Former Australian of the Year tweets screenshots allegedly taken from the man’s now-suspended account who attacked her repeatedly in 2010.

Grace Tame claims that the instructor who sexually assaulted her when she was 15 years old has made “open threats and harassment” posts on social media.

Nicolaas Bester, who constantly harassed Tame in 2010 while she was a student at St. Michael’s Collegiate School in Hobart, was allegedly the subject of screenshots that the former Australian of the Year uploaded on Twitter. Tame was a student at that time. Her math teacher at the time was Bester, who was 58.

He was found guilty in 2011 and given a two-year, ten-month prison term for abusing Tame and having child exploitation literature in his possession. After a year and nine months, he was freed.

Tame battled against a Tasmanian legislation that prohibited sexual assault victims from being identified or speaking in public. Tame won the ability to speak about her victimisation.
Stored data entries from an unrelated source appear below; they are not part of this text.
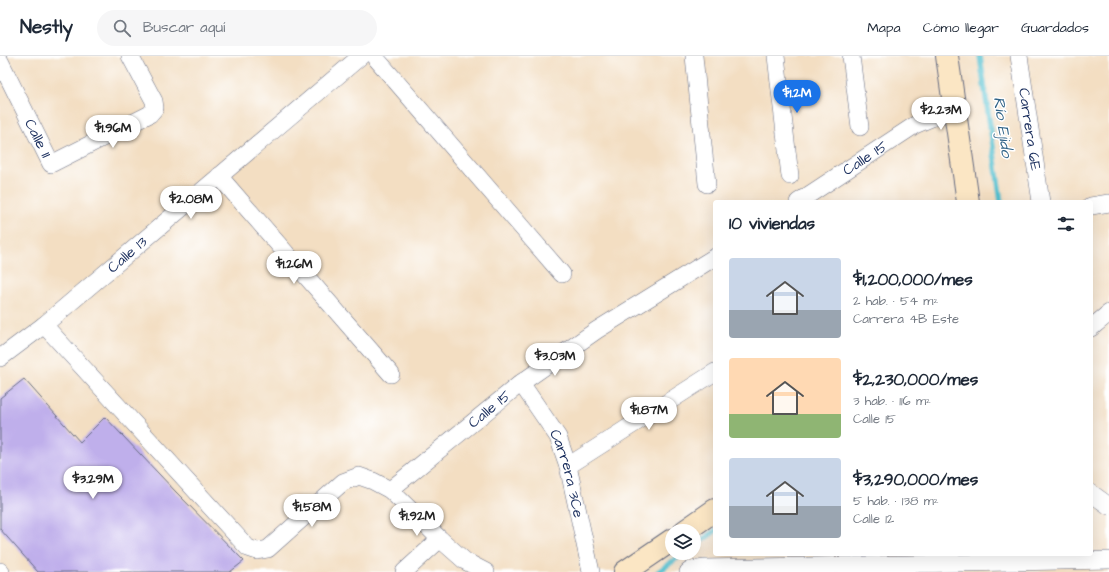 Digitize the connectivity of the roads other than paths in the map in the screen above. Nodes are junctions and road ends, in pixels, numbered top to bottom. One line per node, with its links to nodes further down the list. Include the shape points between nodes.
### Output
1 (130, 56): 9 (street, Calle 11, via 154,101 155,108 150,114 51,164)
2 (361, 56): 12 (street, Calle 13)
3 (374, 56): 21 (street)
4 (694, 56): 14 (street)
5 (776, 56): 13 (street)
6 (851, 56): 11 (street)
7 (947, 56): 10 (main road)
8 (1019, 56): 17 (street, Carrera 6E)
9 (0, 60)
10 (955, 108): 15 (street, Calle 15, via 915,125); 16 (main road)
11 (860, 127)
12 (219, 176): 23 (street, Calle 13); 27 (street)
13 (790, 176)
14 (707, 184)
15 (801, 200)
16 (968, 200)
17 (1041, 200)
18 (1109, 203): 19 (street)
19 (1093, 206)
20 (713, 261): 28 (street, Calle 15, via 597,330)
21 (562, 274)
22 (1109, 313): 24 (street)
23 (44, 325): 25 (street, Calle 13); 30 (street, via 248,548 257,551 268,548 343,482 359,476)
24 (1093, 326)
25 (0, 358)
26 (713, 373): 29 (street)
27 (391, 374)
28 (521, 384): 29 (street, Carrera 3Ce, via 558,437); 30 (street, Calle 15)
29 (568, 466): 41 (street, Carrera 3Ce)
30 (390, 490): 35 (street)
31 (1093, 494): 32 (street)
32 (1108, 504)
33 (713, 511): 34 (main road)
34 (695, 524)
35 (440, 539): 39 (street); 40 (street, via 465,562)
36 (665, 545): 42 (main road)
37 (1109, 560): 38 (street, via 721,568)
38 (690, 571)
39 (404, 572)
40 (486, 572)
41 (591, 572)
42 (625, 572)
She obtained a supreme court exemption from that rule in 2019 and served as the impetus behind the #LetHerSpeak movement, which earned her the 2021 Australian of the Year award.

On Monday, she posted screenshots from an account allegedly controlled by Bester, which seemed to use her old email address to address her.

One screenshot from April 27 reads, “at last I shall come for [Tame’s childhood email]… in good time,” and mentions Elon Musk purchasing the social media platform.

Sunday’s most recent tweet reads, “Only 4 weeks to go!! [Tame’s previous email] The good old come-uppance is on the road.

Tame said that she had reported the tweets to the police, describing them as “open threats and harassment from the man who abused me,” but that “nothing’s changed” because “our reactive justice system is too slow.”

“Here he is, the twice-convicted child sex offender, referring to my childhood email, which very few people know, in place of my name,” she said on Twitter. “It was the login to my old Facebook he and I communicated on.”

According to Tame, the publishing of her memoir on September 27 coincided with the 10-week and 4-week marks on the countdown.

She claimed that the tweets were against Twitter’s rules and committed a federal offence.

This is deliberate harassment towards a known victim of his prior crimes that is intended to do more harm.

Yesterday evening, the Twitter account was shut down. A Twitter representative said, “We have permanently suspended the account in question for breaking the Twitter Rules and our principles.

Tasmania police have been approached by Guardian Australia for a response.